Best Tools to Improve Your Core Web Vitals
Perfmatters is a WordPress plugin to improve your website’s speed. A significant proportion of sites on the web are powered by WordPress, and this plugin can be applied to all.
When a website is designed on WordPress, some options are enabled by default that not every site uses. These enabled options unnecessarily slow down the site. Not everyone can disable these options, but with Perfmatters, you can achieve this with a few clicks.
Furthermore, Perfmatters helps you deal with unnecessary HTTP requests that are likely to slow down your page speed the most. This tool empowers you to control when plugins can or cannot load code.
There’s more. You can make use of fantastic tools like preconnect, DNS prefetch, local Google Analytics script hosting, and many others to speed up your site and bring down LCP and FDI counts significantly.
- Heartbeat control
- REST API control
- Disable script on individual pages or posts.
- Plans start at $24.95/year.
Nitropack is not just a WordPress plugin; it’s much more than that. The pioneering idea behind NitroPack is to simplify the page-speeding process as much as possible.
Rather than having to use multiple plugins and choosing what to optimize and what not to individually, NiroPack offers an all-in-one solution for optimizing your website. It works on WordPress as well as all other major platforms such as WooCommerce, OpenCart, and Magento.
All you have to do is add your website and install Nitropack. The third and last step is to decide how strongly you want your site to be optimized. Like your personal virtual assistant, NitroPack will begin all the optimizations.
Using NitoPack will not only save a great deal of time but also server usage as it runs optimization activities on its own servers.
- Automated website optimization
- Global CDN
- DNS prefetching
- HTML, JS and CSS minification
- Free plan for small websites, powered by a badge.
- Paid plans to remove the badge and extra features.
3. WP Rocket
WP Rocket is the best WordPress cache plugin. If not NitroPack, use WP Rocket.
You don’t even have to configure WP Rocket, install it and your WordPress website is faster than before.
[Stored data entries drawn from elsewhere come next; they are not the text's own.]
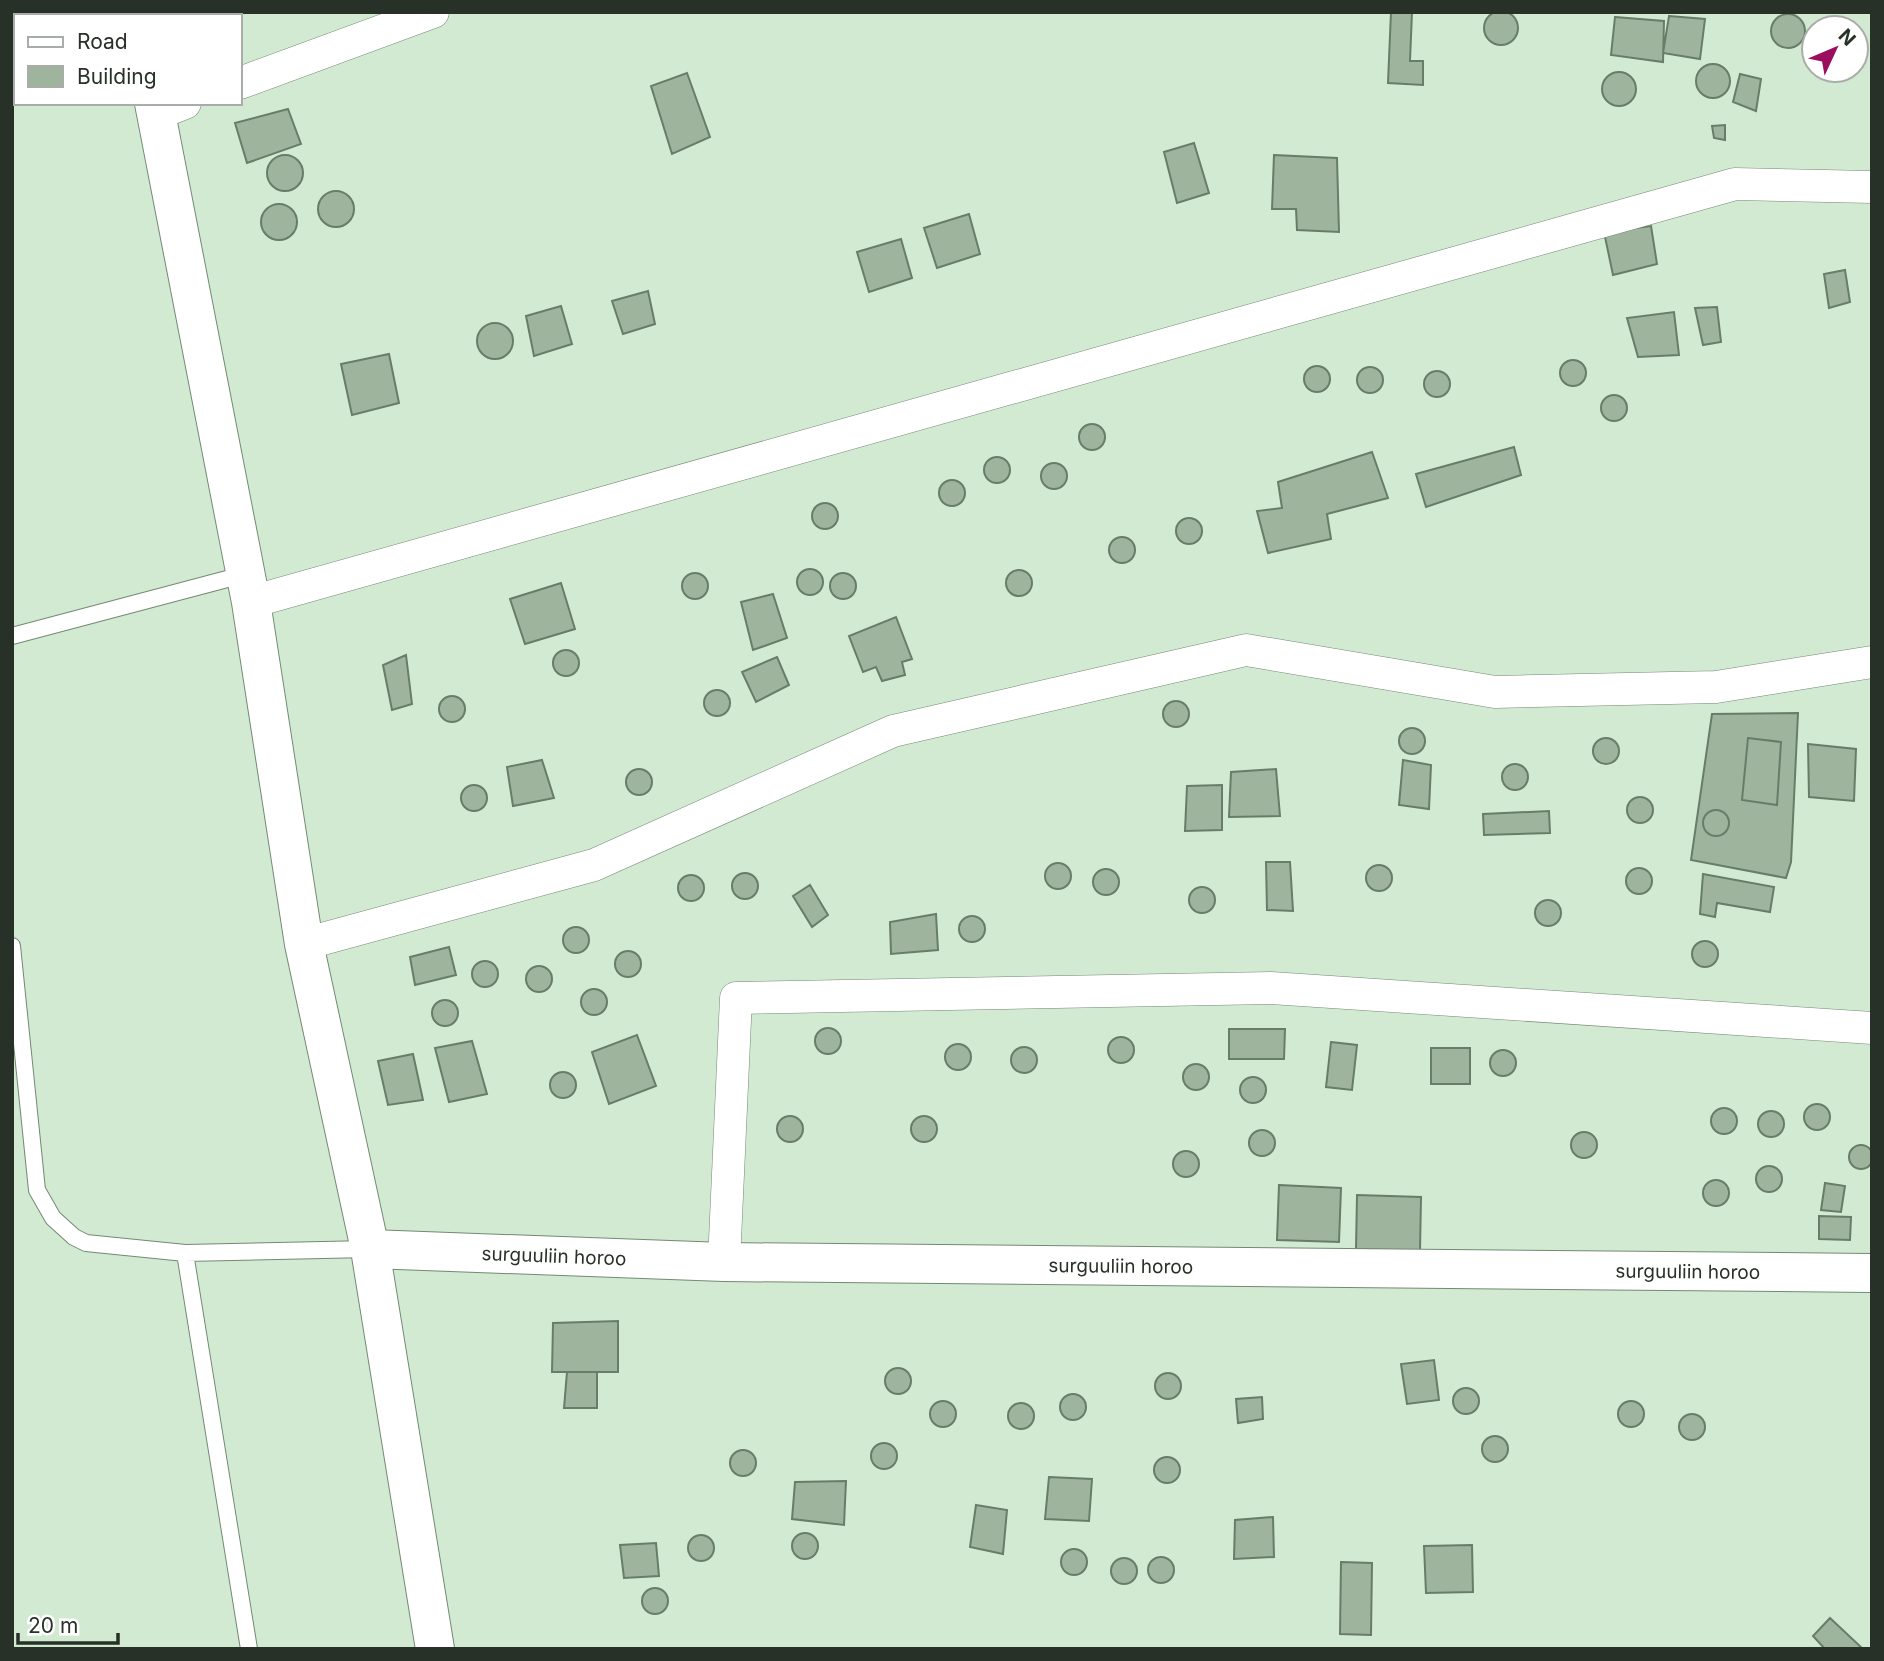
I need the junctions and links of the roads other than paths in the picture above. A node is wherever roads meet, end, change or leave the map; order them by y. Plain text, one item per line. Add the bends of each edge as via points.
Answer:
1 (433, 12) edge
2 (242, 82) edge
3 (165, 107) edge
4 (1872, 187) edge
5 (248, 588) junction
6 (12, 636) edge
7 (1872, 662) edge
8 (304, 944) junction
9 (12, 946) edge
10 (1872, 1028) edge
11 (370, 1249) junction
12 (185, 1254) junction
13 (724, 1262) junction
14 (1872, 1273) edge
15 (249, 1649) edge
16 (435, 1649) edge

1 - 2 street
3 - 5 street
4 - 5 street via 1735,184
5 - 6 lane
5 - 8 street
7 - 8 street via 1716,687 1495,692 1246,650 894,731 594,865
8 - 11 street
9 - 12 lane via 37,1190 46,1208 63,1228 86,1243
10 - 13 street via 1271,988 736,998
11 - 12 lane
11 - 13 street, surguuliin horoo
11 - 16 street
12 - 15 lane
13 - 14 street, surguuliin horoo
It’s the easiest way to reduce the loading time for any WordPress website, including WooCommerce stores.
WP Rocket allows you to pre-load your pages using a sitemap.
Which we found to be highly reducing the bounce rate as it serves your pages as soon as your visitors click on any internal links.
This is called preload. WP Rocket renders the page in the background as soon as you hover your cursor over an internal link.
You won’t have to study a full course to learn how to use this caching plugin; unlike most other plugins. WP Rocket is fairly easy to set up and start using.
- Page caching
- User-friendly interface
- Cache preload
- Image lazy loading
- Minimal tweaking required for speed improvements
- Starts from $49
Core Web Vitals – The Future (2022 and Beyond)
For now, Google uses the best signals available as the Core Web Vitals, but as time progresses, better and more accurate signals may replace or be added into the existing Core Web Vitals.
LCP, FDI, and CLS are three Web Vitals considered to be the most important. Hence they are named Core Web Vitals. However, there are other signals, too, such as mobile-friendliness, safe browsing, HTTPS, and No Intrusive Interstitials.
These signals may be included in the Core Web Vitals in the future if it’s found that they are better indicators of user experience.
Google has stated that your website’s Core Web Vitals will influence its ranking, but it is not clear to what extent. But it is clear that by improving your Web Vitals, you will definitely enhance users’ experience on your site.